**Directions:** Below are records; reproduce exactly the lines from the one that has "thumb mcp: (1083, 841)" through the one that has "ring pip: (1162, 786)", ends included, and nothing more.

**Source information:**
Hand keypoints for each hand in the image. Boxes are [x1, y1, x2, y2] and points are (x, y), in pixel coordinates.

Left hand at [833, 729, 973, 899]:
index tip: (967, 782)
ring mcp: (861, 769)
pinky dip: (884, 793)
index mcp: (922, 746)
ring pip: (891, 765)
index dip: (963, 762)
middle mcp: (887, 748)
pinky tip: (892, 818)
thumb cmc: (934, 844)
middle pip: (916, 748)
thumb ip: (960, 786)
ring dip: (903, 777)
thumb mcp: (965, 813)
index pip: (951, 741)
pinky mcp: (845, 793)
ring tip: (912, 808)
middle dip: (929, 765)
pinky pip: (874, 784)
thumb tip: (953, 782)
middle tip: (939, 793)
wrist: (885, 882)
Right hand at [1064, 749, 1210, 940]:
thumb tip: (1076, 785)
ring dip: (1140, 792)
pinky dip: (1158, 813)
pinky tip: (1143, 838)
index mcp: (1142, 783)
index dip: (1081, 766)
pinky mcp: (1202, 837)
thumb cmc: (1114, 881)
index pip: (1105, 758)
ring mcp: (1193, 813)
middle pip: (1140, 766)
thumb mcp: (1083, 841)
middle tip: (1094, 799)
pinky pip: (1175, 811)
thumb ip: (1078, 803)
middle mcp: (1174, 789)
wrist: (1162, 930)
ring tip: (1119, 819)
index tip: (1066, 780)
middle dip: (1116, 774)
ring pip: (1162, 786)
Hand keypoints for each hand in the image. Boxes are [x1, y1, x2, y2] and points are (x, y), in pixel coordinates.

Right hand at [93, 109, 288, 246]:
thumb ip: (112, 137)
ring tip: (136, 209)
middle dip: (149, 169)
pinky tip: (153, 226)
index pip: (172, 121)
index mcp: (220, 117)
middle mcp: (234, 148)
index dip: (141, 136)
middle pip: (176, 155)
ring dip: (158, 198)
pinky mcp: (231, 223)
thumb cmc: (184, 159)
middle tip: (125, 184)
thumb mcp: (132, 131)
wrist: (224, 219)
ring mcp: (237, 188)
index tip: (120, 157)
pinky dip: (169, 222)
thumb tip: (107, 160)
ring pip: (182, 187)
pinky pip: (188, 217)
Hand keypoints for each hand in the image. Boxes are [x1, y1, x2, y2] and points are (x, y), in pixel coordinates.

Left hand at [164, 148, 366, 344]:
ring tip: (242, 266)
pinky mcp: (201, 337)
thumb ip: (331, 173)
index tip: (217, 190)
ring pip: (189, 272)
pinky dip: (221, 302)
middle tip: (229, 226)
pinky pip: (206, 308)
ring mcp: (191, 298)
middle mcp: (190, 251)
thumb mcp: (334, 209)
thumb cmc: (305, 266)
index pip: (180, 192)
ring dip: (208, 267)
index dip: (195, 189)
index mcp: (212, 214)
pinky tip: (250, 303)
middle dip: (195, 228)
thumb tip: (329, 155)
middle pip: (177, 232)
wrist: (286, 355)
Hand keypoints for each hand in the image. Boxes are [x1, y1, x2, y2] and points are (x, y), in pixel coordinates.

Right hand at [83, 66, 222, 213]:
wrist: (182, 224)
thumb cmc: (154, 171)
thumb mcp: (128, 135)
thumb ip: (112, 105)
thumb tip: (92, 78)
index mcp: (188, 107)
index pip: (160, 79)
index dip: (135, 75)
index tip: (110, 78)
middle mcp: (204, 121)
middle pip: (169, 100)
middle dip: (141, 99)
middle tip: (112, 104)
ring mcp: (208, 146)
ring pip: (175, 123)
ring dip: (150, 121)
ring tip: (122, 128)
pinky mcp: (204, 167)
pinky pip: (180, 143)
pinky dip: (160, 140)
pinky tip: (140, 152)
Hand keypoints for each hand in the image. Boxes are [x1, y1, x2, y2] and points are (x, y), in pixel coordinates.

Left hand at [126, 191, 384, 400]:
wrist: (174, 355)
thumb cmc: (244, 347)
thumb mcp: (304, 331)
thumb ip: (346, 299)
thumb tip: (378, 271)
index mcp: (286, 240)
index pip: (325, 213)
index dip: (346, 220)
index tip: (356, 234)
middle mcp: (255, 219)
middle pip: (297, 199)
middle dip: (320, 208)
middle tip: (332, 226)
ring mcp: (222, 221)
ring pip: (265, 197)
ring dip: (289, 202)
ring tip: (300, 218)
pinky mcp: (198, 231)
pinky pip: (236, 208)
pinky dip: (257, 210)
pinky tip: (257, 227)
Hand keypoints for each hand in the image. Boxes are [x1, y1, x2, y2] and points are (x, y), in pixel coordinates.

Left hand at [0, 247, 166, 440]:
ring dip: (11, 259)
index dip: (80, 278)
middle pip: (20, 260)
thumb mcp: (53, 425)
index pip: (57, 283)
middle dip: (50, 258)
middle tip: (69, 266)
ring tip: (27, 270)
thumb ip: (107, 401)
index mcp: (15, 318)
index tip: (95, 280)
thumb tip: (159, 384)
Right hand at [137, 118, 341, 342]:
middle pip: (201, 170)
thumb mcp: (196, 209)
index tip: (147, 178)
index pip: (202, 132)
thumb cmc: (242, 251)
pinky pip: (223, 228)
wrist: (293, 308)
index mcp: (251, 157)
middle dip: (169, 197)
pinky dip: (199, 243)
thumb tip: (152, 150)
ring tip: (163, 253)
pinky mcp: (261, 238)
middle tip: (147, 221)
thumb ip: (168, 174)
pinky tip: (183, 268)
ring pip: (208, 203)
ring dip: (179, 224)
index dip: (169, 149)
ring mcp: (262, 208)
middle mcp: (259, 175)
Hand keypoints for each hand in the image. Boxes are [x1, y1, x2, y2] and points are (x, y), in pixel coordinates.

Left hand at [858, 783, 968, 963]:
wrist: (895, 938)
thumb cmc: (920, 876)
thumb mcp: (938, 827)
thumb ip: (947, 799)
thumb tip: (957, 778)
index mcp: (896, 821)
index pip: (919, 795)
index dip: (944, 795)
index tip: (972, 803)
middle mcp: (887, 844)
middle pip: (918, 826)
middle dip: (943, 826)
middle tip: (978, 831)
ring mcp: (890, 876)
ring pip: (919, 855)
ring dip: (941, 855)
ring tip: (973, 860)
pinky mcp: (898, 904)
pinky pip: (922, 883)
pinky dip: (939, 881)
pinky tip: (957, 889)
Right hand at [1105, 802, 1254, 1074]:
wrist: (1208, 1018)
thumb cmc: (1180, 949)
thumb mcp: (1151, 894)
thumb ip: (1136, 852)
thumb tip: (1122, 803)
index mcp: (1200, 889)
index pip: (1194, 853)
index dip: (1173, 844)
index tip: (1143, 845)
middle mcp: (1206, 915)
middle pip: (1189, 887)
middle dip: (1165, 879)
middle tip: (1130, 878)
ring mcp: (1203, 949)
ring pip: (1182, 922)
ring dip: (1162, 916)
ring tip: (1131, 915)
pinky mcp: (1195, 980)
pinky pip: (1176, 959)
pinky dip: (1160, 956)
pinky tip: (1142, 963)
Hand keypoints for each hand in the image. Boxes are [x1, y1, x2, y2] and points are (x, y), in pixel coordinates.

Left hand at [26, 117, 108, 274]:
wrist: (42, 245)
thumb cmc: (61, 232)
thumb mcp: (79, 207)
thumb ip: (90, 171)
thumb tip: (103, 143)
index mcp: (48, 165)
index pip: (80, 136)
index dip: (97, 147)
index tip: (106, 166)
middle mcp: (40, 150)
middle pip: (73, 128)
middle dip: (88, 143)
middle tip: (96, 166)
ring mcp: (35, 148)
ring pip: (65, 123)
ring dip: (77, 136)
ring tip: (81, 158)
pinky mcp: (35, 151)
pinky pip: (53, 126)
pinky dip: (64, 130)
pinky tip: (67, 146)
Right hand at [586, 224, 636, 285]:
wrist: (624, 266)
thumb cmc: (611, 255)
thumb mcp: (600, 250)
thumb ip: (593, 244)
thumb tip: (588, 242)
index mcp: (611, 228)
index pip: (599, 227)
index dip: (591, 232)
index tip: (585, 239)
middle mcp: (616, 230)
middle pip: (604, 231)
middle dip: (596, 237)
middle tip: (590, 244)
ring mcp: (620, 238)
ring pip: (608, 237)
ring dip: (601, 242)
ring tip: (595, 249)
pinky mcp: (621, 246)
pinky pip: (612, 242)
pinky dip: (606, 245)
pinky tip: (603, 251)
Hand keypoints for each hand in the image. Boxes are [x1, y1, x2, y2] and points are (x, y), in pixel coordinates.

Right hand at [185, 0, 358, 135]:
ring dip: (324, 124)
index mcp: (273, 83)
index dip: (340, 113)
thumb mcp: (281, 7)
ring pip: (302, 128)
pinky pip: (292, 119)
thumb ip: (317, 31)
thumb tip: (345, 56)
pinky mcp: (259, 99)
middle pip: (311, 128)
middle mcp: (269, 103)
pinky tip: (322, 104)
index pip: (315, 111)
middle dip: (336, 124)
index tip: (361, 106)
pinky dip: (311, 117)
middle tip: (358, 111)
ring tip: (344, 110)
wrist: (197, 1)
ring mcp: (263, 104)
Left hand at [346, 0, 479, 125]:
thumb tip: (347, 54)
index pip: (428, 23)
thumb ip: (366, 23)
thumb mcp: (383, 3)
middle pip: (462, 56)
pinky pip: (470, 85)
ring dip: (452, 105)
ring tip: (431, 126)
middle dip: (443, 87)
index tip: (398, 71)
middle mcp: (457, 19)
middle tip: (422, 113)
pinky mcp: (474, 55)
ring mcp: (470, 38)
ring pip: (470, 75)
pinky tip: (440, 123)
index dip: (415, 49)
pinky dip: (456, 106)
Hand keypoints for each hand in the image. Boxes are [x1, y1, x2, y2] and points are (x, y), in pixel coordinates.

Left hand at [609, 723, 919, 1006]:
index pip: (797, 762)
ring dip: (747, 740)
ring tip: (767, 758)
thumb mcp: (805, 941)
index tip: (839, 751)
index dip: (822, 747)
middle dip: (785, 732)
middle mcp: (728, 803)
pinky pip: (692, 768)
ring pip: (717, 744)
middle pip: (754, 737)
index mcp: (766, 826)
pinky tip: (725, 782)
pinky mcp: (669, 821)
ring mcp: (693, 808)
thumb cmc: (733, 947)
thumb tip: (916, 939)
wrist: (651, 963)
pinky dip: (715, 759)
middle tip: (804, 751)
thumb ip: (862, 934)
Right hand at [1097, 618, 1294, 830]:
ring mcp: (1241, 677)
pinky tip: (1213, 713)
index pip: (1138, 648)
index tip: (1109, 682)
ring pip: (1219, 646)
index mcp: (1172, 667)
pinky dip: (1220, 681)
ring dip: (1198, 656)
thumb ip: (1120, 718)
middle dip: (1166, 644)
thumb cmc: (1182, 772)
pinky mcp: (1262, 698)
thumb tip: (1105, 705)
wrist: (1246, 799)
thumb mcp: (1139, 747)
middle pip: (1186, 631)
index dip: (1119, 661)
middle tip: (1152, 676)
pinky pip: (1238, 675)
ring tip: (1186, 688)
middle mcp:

**Task result:**
thumb mcp: (1083, 841)
middle tip: (1094, 799)
pinky pip: (1175, 811)
thumb ip: (1078, 803)
middle mcp: (1174, 789)
wrist: (1162, 930)
ring tip: (1119, 819)
index tip: (1066, 780)
middle dip: (1116, 774)
ring pip: (1162, 786)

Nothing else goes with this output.